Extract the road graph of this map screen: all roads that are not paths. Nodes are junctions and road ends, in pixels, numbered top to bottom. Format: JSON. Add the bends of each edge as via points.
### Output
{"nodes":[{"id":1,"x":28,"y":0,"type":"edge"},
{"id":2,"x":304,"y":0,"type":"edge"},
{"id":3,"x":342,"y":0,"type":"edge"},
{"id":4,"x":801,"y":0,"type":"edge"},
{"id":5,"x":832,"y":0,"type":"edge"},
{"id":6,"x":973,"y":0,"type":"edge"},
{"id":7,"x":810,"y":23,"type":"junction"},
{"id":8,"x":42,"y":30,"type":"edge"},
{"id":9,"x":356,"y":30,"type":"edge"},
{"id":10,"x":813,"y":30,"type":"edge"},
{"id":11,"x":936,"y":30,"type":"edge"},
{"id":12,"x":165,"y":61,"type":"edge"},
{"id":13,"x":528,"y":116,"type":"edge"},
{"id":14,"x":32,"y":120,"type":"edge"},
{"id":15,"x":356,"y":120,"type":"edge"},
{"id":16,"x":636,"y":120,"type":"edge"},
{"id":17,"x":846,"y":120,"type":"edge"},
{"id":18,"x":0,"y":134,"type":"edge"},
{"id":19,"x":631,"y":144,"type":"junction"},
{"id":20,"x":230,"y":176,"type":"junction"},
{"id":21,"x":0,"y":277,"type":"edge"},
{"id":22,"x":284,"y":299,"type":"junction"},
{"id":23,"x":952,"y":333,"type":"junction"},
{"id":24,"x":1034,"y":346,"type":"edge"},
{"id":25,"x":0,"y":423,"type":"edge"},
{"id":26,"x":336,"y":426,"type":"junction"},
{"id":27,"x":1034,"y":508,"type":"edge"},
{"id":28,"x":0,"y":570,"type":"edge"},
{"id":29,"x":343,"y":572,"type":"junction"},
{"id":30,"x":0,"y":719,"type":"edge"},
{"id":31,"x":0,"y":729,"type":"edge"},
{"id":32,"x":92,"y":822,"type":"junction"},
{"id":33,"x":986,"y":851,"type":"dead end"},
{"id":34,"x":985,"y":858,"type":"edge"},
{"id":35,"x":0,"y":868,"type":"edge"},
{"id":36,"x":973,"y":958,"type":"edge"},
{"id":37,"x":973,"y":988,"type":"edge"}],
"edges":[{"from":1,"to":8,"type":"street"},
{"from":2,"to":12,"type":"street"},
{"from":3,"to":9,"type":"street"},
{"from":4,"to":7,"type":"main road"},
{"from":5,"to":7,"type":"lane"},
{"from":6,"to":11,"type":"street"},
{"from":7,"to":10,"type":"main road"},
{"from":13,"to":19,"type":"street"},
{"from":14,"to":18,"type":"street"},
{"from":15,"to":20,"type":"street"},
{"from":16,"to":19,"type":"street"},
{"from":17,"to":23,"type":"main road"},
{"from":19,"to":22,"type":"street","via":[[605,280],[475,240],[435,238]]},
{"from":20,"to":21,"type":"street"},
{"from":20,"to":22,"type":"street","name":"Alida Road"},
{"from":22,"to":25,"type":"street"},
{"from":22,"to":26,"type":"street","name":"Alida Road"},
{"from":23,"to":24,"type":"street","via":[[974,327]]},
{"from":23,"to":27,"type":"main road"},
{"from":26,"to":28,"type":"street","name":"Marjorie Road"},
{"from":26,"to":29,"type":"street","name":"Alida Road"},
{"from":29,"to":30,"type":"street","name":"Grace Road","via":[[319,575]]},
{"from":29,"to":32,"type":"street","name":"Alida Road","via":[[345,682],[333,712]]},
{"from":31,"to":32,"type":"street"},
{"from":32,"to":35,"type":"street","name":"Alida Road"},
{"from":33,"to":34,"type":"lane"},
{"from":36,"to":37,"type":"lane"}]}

■ Your assignment
Each line of the material should be repeated exactly as it reads.

■ Answer section
Extract the road graph of this map screen: all roads that are not paths. Nodes are junctions and road ends, in pixels, numbered top to bottom. Format: JSON. Add the bends of each edge as via points.
### Output
{"nodes":[{"id":1,"x":28,"y":0,"type":"edge"},
{"id":2,"x":304,"y":0,"type":"edge"},
{"id":3,"x":342,"y":0,"type":"edge"},
{"id":4,"x":801,"y":0,"type":"edge"},
{"id":5,"x":832,"y":0,"type":"edge"},
{"id":6,"x":973,"y":0,"type":"edge"},
{"id":7,"x":810,"y":23,"type":"junction"},
{"id":8,"x":42,"y":30,"type":"edge"},
{"id":9,"x":356,"y":30,"type":"edge"},
{"id":10,"x":813,"y":30,"type":"edge"},
{"id":11,"x":936,"y":30,"type":"edge"},
{"id":12,"x":165,"y":61,"type":"edge"},
{"id":13,"x":528,"y":116,"type":"edge"},
{"id":14,"x":32,"y":120,"type":"edge"},
{"id":15,"x":356,"y":120,"type":"edge"},
{"id":16,"x":636,"y":120,"type":"edge"},
{"id":17,"x":846,"y":120,"type":"edge"},
{"id":18,"x":0,"y":134,"type":"edge"},
{"id":19,"x":631,"y":144,"type":"junction"},
{"id":20,"x":230,"y":176,"type":"junction"},
{"id":21,"x":0,"y":277,"type":"edge"},
{"id":22,"x":284,"y":299,"type":"junction"},
{"id":23,"x":952,"y":333,"type":"junction"},
{"id":24,"x":1034,"y":346,"type":"edge"},
{"id":25,"x":0,"y":423,"type":"edge"},
{"id":26,"x":336,"y":426,"type":"junction"},
{"id":27,"x":1034,"y":508,"type":"edge"},
{"id":28,"x":0,"y":570,"type":"edge"},
{"id":29,"x":343,"y":572,"type":"junction"},
{"id":30,"x":0,"y":719,"type":"edge"},
{"id":31,"x":0,"y":729,"type":"edge"},
{"id":32,"x":92,"y":822,"type":"junction"},
{"id":33,"x":986,"y":851,"type":"dead end"},
{"id":34,"x":985,"y":858,"type":"edge"},
{"id":35,"x":0,"y":868,"type":"edge"},
{"id":36,"x":973,"y":958,"type":"edge"},
{"id":37,"x":973,"y":988,"type":"edge"}],
"edges":[{"from":1,"to":8,"type":"street"},
{"from":2,"to":12,"type":"street"},
{"from":3,"to":9,"type":"street"},
{"from":4,"to":7,"type":"main road"},
{"from":5,"to":7,"type":"lane"},
{"from":6,"to":11,"type":"street"},
{"from":7,"to":10,"type":"main road"},
{"from":13,"to":19,"type":"street"},
{"from":14,"to":18,"type":"street"},
{"from":15,"to":20,"type":"street"},
{"from":16,"to":19,"type":"street"},
{"from":17,"to":23,"type":"main road"},
{"from":19,"to":22,"type":"street","via":[[605,280],[475,240],[435,238]]},
{"from":20,"to":21,"type":"street"},
{"from":20,"to":22,"type":"street","name":"Alida Road"},
{"from":22,"to":25,"type":"street"},
{"from":22,"to":26,"type":"street","name":"Alida Road"},
{"from":23,"to":24,"type":"street","via":[[974,327]]},
{"from":23,"to":27,"type":"main road"},
{"from":26,"to":28,"type":"street","name":"Marjorie Road"},
{"from":26,"to":29,"type":"street","name":"Alida Road"},
{"from":29,"to":30,"type":"street","name":"Grace Road","via":[[319,575]]},
{"from":29,"to":32,"type":"street","name":"Alida Road","via":[[345,682],[333,712]]},
{"from":31,"to":32,"type":"street"},
{"from":32,"to":35,"type":"street","name":"Alida Road"},
{"from":33,"to":34,"type":"lane"},
{"from":36,"to":37,"type":"lane"}]}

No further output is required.